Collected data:
▼

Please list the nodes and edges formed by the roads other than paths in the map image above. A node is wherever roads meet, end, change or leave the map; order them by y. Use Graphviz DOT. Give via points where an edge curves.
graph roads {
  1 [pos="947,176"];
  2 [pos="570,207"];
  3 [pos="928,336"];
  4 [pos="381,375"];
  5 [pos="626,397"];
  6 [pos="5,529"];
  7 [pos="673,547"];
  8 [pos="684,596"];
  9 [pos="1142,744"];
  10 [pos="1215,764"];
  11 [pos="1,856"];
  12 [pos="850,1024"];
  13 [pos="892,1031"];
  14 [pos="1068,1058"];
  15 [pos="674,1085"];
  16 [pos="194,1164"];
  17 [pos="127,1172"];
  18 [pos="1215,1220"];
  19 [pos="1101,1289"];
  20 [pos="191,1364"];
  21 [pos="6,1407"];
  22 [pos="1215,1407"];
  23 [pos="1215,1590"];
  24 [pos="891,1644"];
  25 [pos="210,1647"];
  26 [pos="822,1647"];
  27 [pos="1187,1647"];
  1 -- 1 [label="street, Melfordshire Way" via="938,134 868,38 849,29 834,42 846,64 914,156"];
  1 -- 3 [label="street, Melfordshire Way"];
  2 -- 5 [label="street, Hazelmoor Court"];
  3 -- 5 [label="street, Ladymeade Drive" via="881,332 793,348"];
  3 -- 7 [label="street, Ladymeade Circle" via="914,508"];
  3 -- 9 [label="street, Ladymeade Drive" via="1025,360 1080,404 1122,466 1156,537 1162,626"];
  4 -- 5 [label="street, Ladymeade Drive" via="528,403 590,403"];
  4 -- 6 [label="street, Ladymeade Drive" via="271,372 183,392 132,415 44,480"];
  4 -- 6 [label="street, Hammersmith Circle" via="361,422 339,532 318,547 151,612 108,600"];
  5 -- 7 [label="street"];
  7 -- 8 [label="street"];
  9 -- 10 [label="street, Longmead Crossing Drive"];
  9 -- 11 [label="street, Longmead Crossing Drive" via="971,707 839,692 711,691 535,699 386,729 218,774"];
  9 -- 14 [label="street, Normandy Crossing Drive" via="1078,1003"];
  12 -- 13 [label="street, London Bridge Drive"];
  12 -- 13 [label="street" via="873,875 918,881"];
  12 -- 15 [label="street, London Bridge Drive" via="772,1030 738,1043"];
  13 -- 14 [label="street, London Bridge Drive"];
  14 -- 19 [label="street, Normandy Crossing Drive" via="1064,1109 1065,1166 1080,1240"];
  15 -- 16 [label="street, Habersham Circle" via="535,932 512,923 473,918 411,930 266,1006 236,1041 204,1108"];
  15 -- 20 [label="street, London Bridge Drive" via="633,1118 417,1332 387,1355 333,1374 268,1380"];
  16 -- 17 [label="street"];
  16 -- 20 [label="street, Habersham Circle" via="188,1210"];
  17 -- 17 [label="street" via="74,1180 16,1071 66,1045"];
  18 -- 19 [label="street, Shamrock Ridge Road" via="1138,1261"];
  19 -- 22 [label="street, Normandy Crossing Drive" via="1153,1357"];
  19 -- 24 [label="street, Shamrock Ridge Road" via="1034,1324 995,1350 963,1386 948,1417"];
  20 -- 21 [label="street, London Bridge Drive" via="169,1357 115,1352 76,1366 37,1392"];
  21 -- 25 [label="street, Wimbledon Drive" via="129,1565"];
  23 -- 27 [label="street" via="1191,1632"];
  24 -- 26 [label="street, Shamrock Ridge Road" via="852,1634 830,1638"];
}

▲

◆ **WORK REQUEST**
Return every line from the entries above that includes the word "Bridge".

◆ **REPLY TO THE TASK**
  12 -- 13 [label="street, London Bridge Drive"];
  12 -- 15 [label="street, London Bridge Drive" via="772,1030 738,1043"];
  13 -- 14 [label="street, London Bridge Drive"];
  15 -- 20 [label="street, London Bridge Drive" via="633,1118 417,1332 387,1355 333,1374 268,1380"];
  20 -- 21 [label="street, London Bridge Drive" via="169,1357 115,1352 76,1366 37,1392"];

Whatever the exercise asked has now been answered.